Nach dieser Bild-Übung dann bitte die Arme seitlich frei hängen lassen, ganz entspannt und passiv (wenn der Stuhl dabei im Wege sein sollte, bitte dazu aufstehen).
Wie fühlen sich die Arme jetzt an, wie teilt sich das Armgewicht mit?
Eigentlich sollten die Arme sich beim passiven Abhängen doch am schwersten anfühlen, werden sie doch nicht mehr gehalten. Das würde auch jeder Partner so bestätigen, den man bittet, die schlaff hängenden Arme mal anzuheben. Für ihn werden die Arme dann mit Abstand am schwersten sein. Die Arme über der Wärmequelle werden sich für ihn hingegen ziemlich leicht anfühlen.
Tatsächlich jedoch hat sich das Armgewicht nicht im geringsten verändert, wie denn auch, die Arme wiegen immer gleich wenn sie nicht gewachsen, geschrumpft (z.B. nach längerer Zeit in einem Gips) oder fett geworden sind.
Das Armgewicht ist für die Eigen-Wahrnehmung (Propriorezeption) eine unzuverlässige Größe. Wir fühlen, ob unsere Arme locker, angespannt (z.B. wenn wir einen schweren Kasten Wasser tragen), aktiv oder passiv sind und vor allem ihre Lage und Postition im Raum*. Das Gewicht selber ist keine Kategorie in der Propriorezeption.
Wenn wir wollen, dass der Partner mehr oder weniger Armgewicht spürt, wenn er unseren Arm anhebt, müssten wir entweder selber den Arm leicht anheben (dann wird er für ihn leichter) oder nach unten drücken (dann wird er für ihn schwerer).
Das Augenmerk auf das Armgewicht zu lenken kann also (im wahrsten Sinne des Wortes) schwerwiegende Folgen am Klavier haben. Um das Armgewicht zu spüren werden sich viele veranlasst sehen, ihn mehr passiv zu machen oder gar nach unten zu drücken - wieder mit der fatalen Konsequenz des Fest-Werdens. Auch die Passivität führt in die Spiel-motorische Sackgasse, da wir einen aktiven, aber freien Arm brauchen, der die Finger und Hände frei über den Tasten schweben und vor allem agieren lassen können. (Hier folgt wieder der obligatorische Hinweis, auf die gute eigene Spannkraft zu achten, auf den Bodenkontakt und die Unterbauchspannung, aus der die freie Aufrichtung wie von selbst folgt - bzw. sollte sie wie von selbst folgen).
Für die hier von mir vorgestellten Übungen spielt das "Armgewicht" nicht die geringste Rolle, bitte also nicht daran denken.
Besser wäre etwa eine Vorstellung wie die, man möchte mit seinen Händen die Klaviatur "segnen" um in die gute Ausgangsposition für diese Übungen zu kommen.
Und noch etwas: Die Finger, die nichts zu tun haben, sollten bei den hier vorgestellten Übungen am besten nur auf ihren Tasten ruhen ohne sie abzusenken.

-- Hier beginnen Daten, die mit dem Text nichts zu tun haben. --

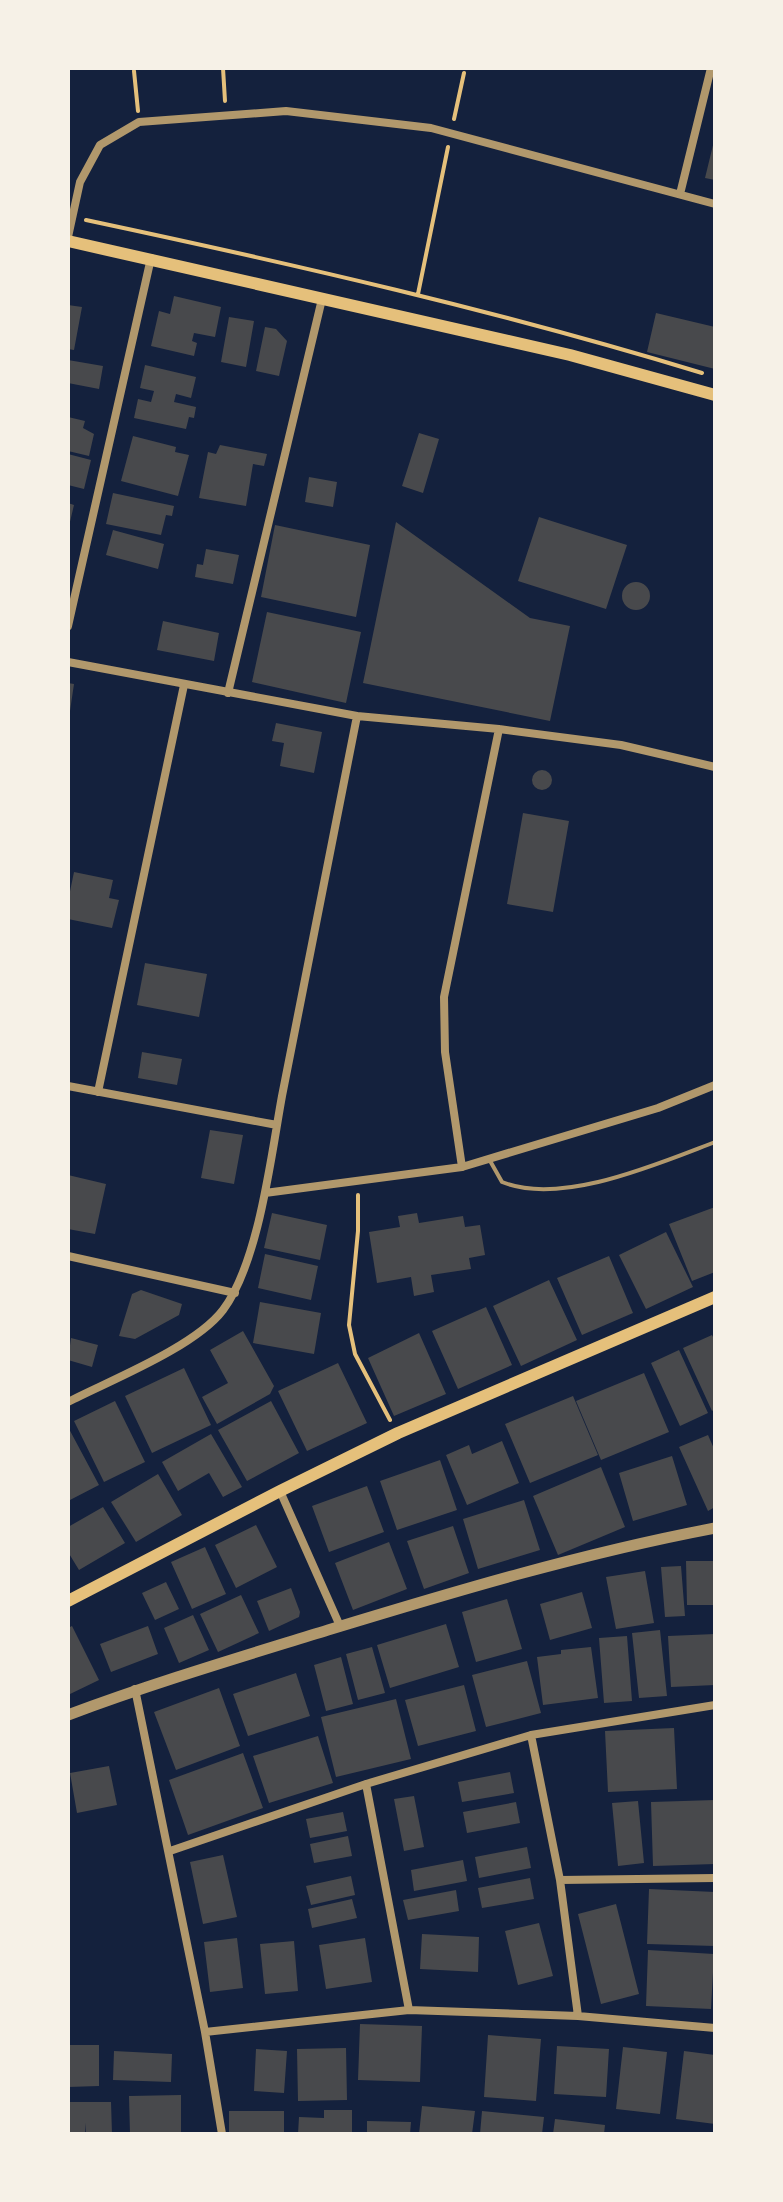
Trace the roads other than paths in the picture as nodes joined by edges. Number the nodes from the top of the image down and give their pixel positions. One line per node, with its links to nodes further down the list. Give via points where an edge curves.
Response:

Sie können aber auch wie bei der "Trockenübung" zusammen mit der Hand über den Tasten schweben. Beides geht bei diesen Übungen. Die
aktive, wache Hand bleibt also immer "ready to go", sei es mit oder ohne Berührung der nicht spielenden Finger zu ihrer Taste.
Gruß, Jürgen
*)
Hier noch zur Eigenwahrnehmung ein Beispiel: Man schließt die Augen und sucht sich einen Finger aus, mit dem man die Nasenspitze berühren will. Es mag sein, dass man nicht auf Anhieb trifft, aber nach nur ganz wenigen Versuchen wird man das leicht schaffen. Das ist das Wesen der "Porpriorezeption" - diese ist für die Orientierung an der Klaviatur im übrigen ein ganz entscheidender, wenn nicht der entscheidende Helfer.

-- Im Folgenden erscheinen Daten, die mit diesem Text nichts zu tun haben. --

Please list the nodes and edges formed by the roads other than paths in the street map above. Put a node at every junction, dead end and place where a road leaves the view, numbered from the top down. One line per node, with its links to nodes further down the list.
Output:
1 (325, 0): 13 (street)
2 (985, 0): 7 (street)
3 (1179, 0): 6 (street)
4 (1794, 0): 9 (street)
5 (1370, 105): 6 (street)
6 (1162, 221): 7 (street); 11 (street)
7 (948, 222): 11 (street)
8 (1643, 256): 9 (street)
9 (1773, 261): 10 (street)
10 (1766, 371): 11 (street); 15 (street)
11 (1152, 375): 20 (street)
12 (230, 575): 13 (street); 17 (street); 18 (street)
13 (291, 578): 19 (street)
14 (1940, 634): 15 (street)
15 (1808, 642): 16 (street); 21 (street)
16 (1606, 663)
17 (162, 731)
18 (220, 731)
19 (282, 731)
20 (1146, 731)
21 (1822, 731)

Diese Treff-Übung kann auch für einen einfachen Vergleich dienen, wie hilfreich eine gute Spannkraft ist. Diese Übung dazu einfach mal mit Spannkraft (Bodenkontakt etc.) und im schlaffen Zustand machen (geht im Sitzen am besten, aber dann beide Formen im Sitzen). Und dann die Trefferquote und das Bewegungsgefühl im Arm vergleichen.